Stored data

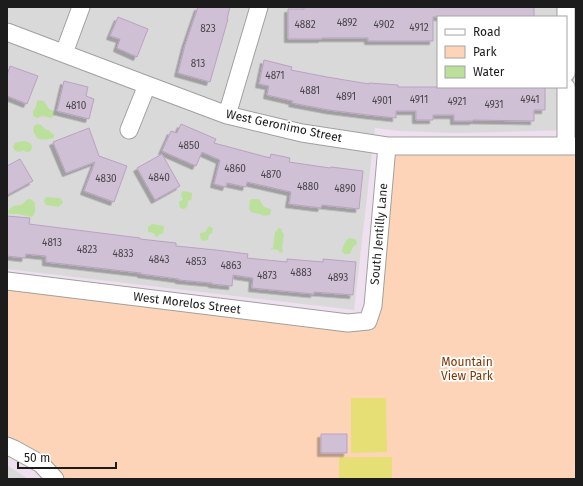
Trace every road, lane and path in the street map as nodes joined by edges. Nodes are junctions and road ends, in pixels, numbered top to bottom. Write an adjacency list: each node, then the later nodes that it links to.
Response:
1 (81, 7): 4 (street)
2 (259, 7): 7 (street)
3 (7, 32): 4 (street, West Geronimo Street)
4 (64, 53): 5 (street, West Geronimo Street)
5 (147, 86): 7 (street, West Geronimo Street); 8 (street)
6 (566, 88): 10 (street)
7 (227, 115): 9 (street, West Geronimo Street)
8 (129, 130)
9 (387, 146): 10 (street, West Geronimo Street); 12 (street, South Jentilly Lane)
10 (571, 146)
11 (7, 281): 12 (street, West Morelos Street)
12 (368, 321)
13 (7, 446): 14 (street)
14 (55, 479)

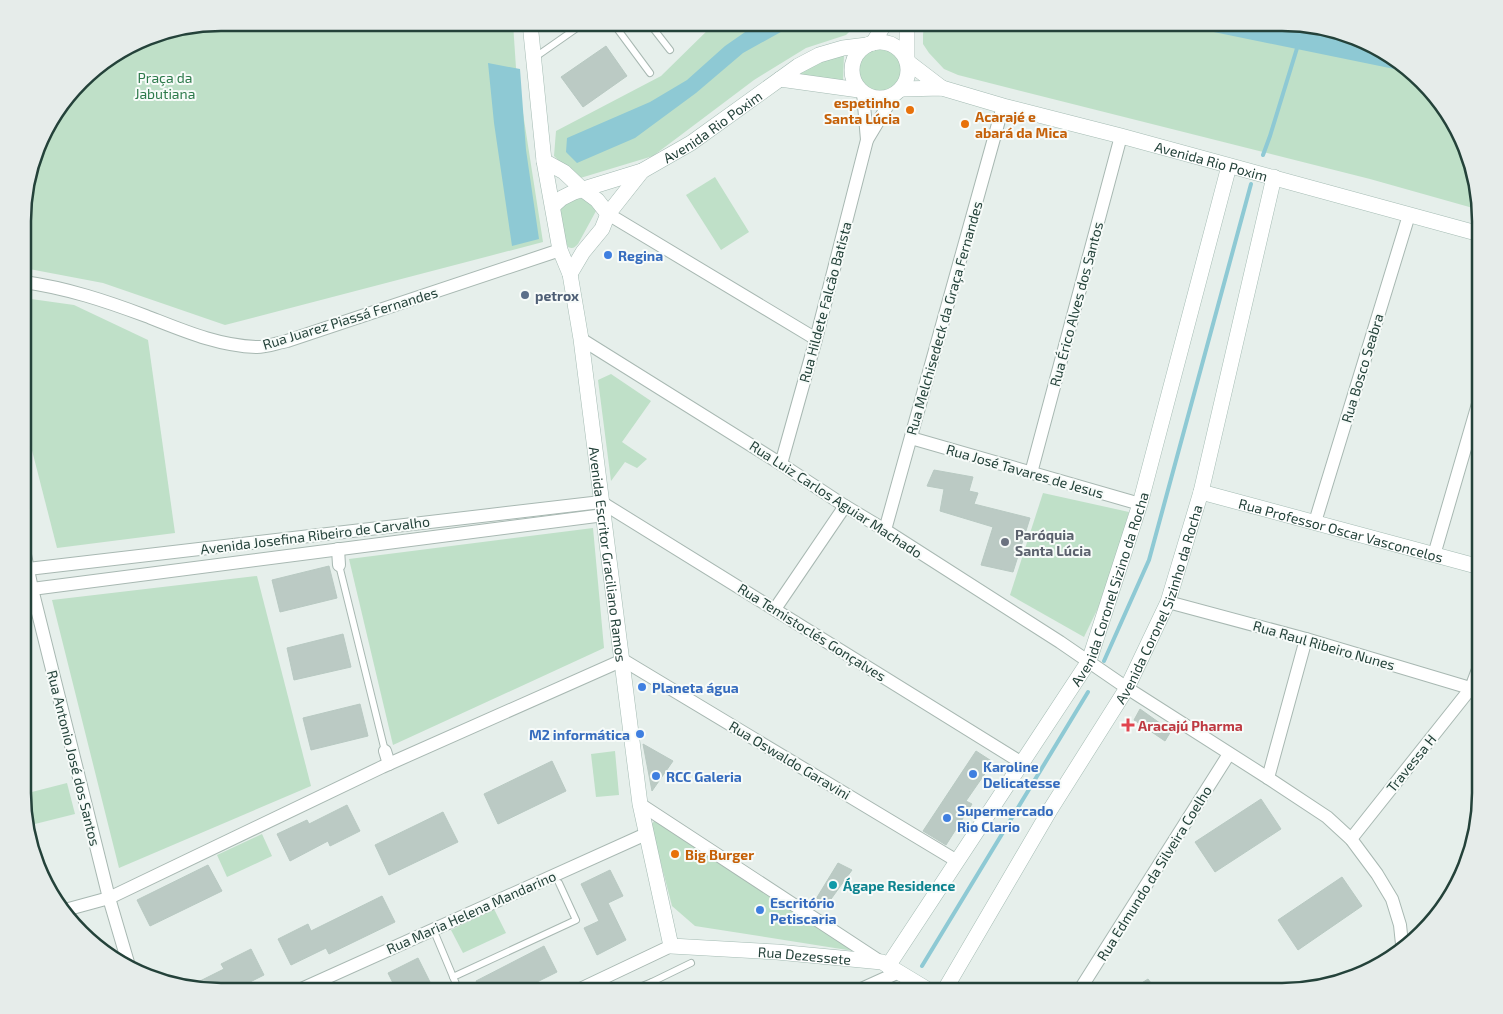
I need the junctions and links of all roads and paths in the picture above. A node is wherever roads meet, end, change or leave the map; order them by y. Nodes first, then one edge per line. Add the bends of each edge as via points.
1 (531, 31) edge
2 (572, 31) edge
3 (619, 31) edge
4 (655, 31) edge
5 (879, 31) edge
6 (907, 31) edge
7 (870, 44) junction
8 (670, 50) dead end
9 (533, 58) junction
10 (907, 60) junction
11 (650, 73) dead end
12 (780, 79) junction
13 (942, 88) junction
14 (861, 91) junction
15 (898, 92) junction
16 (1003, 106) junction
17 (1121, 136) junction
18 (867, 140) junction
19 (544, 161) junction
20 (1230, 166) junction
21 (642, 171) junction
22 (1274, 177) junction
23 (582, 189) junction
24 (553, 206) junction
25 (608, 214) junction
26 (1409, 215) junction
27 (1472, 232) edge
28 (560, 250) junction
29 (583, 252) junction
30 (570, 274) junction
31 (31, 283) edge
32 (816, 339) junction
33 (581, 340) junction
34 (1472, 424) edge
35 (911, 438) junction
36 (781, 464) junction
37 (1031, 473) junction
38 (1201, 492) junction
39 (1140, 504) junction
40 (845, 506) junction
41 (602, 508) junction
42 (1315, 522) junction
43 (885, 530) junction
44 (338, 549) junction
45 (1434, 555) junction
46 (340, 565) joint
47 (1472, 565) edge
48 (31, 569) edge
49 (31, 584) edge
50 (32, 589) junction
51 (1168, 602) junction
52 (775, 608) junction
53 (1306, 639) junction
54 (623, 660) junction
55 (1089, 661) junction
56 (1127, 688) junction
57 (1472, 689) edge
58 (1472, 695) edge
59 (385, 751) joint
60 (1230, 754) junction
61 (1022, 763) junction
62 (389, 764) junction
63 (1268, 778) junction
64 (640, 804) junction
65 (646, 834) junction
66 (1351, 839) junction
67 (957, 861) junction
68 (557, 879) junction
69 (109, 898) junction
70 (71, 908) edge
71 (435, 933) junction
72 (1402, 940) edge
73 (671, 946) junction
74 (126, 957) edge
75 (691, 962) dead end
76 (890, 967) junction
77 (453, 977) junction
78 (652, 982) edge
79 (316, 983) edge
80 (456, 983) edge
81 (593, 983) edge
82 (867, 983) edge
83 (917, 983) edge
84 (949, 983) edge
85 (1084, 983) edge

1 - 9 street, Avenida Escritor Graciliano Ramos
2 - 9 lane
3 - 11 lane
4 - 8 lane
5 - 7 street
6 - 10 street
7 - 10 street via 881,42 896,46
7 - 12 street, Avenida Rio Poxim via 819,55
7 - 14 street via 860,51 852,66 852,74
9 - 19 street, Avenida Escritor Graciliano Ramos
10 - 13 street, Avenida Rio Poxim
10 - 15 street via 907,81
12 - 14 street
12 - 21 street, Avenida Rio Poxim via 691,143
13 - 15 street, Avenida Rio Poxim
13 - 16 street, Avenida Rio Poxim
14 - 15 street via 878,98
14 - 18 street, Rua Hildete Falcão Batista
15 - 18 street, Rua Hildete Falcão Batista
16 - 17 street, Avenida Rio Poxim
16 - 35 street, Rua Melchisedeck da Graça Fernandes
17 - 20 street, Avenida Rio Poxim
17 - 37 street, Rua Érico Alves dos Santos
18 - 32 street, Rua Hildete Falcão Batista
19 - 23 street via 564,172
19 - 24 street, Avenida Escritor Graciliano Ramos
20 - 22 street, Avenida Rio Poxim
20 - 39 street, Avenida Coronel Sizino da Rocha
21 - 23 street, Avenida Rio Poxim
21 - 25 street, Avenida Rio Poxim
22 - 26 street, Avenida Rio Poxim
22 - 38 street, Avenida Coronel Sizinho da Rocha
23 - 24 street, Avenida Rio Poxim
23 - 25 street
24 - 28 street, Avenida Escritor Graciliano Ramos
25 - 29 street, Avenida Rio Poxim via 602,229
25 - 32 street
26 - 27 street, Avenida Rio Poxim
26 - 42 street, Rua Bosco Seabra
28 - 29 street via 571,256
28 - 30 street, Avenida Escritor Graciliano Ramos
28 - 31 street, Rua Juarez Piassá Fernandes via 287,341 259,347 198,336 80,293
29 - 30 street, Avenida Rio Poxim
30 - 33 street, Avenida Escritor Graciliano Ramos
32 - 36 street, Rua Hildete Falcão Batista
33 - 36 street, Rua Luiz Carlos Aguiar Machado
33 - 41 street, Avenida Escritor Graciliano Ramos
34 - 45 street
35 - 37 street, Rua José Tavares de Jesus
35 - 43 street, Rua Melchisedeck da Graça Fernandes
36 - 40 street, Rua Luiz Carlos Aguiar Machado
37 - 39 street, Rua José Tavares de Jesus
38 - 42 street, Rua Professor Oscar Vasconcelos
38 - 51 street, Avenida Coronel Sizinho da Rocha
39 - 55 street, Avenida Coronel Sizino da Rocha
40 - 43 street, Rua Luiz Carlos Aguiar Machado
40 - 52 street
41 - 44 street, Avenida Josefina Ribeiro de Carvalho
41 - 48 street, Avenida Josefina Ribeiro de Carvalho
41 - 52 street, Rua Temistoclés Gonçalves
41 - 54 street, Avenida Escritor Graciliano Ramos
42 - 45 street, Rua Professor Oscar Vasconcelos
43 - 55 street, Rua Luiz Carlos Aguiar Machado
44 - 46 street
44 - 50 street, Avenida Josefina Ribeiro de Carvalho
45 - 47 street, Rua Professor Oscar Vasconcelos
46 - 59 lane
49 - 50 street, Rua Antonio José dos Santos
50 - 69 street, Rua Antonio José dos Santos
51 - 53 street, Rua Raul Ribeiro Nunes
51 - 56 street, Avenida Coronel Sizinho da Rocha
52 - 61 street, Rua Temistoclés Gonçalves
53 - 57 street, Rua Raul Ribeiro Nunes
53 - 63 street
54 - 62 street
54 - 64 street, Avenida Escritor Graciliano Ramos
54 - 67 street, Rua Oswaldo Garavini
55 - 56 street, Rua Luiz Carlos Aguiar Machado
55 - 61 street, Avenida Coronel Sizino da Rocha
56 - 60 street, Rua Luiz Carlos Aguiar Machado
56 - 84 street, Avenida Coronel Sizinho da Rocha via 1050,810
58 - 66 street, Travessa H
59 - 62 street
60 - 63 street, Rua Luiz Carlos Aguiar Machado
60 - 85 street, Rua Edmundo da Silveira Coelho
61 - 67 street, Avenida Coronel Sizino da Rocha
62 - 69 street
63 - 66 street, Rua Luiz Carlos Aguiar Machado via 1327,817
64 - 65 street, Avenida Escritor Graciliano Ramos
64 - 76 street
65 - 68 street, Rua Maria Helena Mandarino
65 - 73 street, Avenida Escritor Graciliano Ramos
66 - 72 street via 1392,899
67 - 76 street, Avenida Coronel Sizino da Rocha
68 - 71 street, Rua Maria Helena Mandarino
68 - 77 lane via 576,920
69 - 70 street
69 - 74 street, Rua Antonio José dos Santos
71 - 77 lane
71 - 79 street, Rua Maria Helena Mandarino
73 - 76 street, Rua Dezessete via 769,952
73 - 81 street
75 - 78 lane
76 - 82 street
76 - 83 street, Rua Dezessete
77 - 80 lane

==

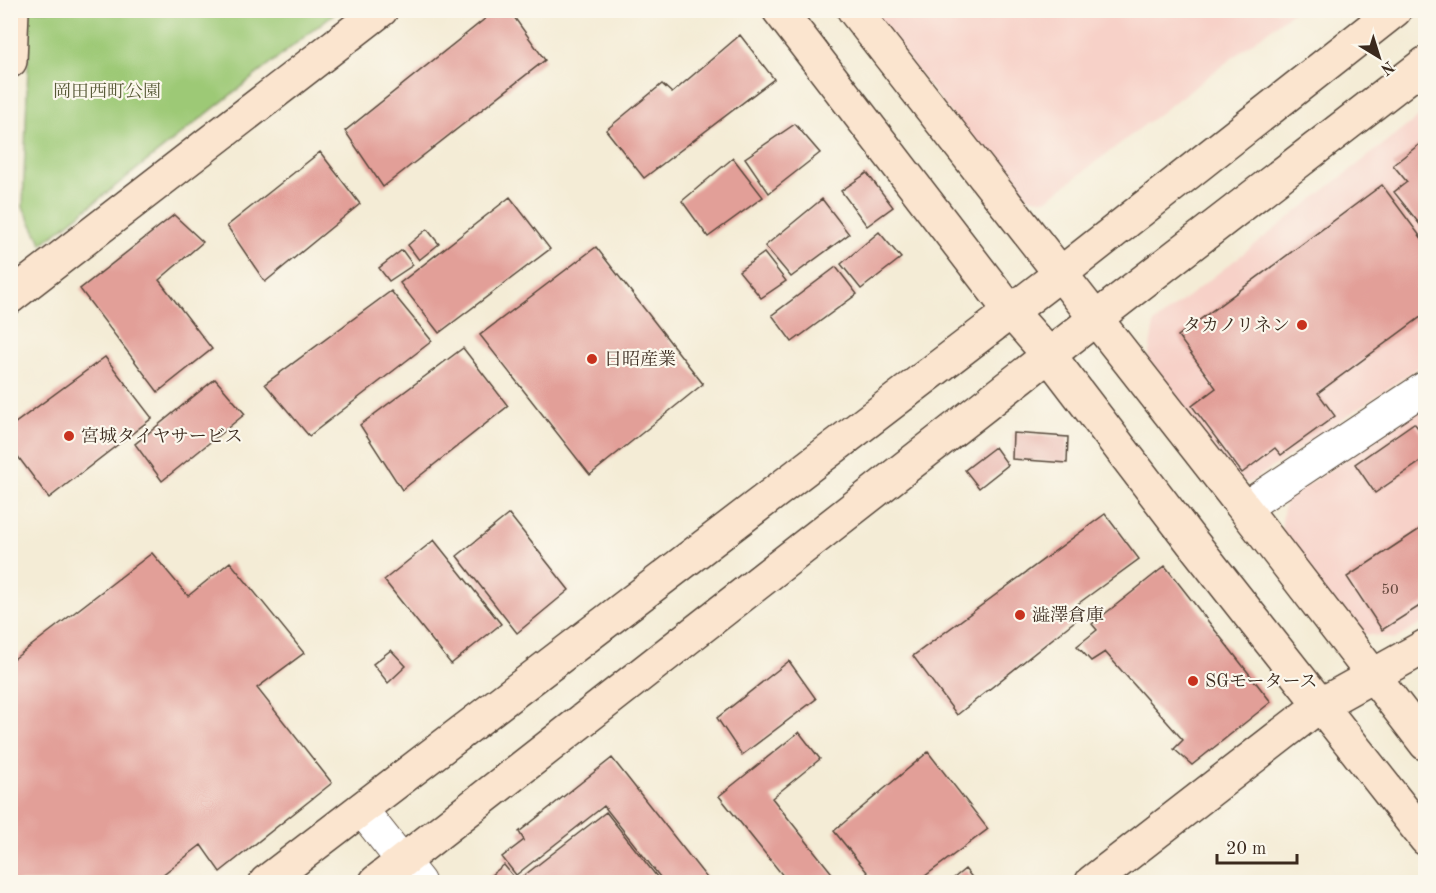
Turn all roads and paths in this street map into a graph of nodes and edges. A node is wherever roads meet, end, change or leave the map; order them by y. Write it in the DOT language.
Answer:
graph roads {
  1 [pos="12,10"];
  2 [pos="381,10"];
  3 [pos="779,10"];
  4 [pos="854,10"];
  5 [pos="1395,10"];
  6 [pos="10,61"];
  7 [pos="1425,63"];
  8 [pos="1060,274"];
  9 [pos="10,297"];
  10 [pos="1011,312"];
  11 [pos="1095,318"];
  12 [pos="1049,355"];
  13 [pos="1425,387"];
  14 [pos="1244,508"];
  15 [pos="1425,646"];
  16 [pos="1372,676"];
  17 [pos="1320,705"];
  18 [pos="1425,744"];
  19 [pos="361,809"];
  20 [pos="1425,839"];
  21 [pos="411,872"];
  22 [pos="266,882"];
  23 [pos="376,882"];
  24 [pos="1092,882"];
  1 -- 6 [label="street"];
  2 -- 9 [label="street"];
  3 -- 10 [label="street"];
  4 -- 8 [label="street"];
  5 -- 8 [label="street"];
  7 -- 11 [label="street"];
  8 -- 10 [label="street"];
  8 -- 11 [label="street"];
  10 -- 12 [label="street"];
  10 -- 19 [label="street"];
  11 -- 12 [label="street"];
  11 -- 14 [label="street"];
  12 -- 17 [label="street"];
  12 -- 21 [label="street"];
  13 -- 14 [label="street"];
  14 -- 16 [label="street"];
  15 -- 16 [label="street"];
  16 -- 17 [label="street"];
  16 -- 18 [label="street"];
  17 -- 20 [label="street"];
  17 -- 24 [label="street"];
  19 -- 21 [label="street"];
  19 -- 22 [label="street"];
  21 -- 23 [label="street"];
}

TO DO:
In the records above, some lines hold the word "Geronimo"; copy each such line.

RESULT OF THIS EXERCISE:
3 (7, 32): 4 (street, West Geronimo Street)
4 (64, 53): 5 (street, West Geronimo Street)
5 (147, 86): 7 (street, West Geronimo Street); 8 (street)
7 (227, 115): 9 (street, West Geronimo Street)
9 (387, 146): 10 (street, West Geronimo Street); 12 (street, South Jentilly Lane)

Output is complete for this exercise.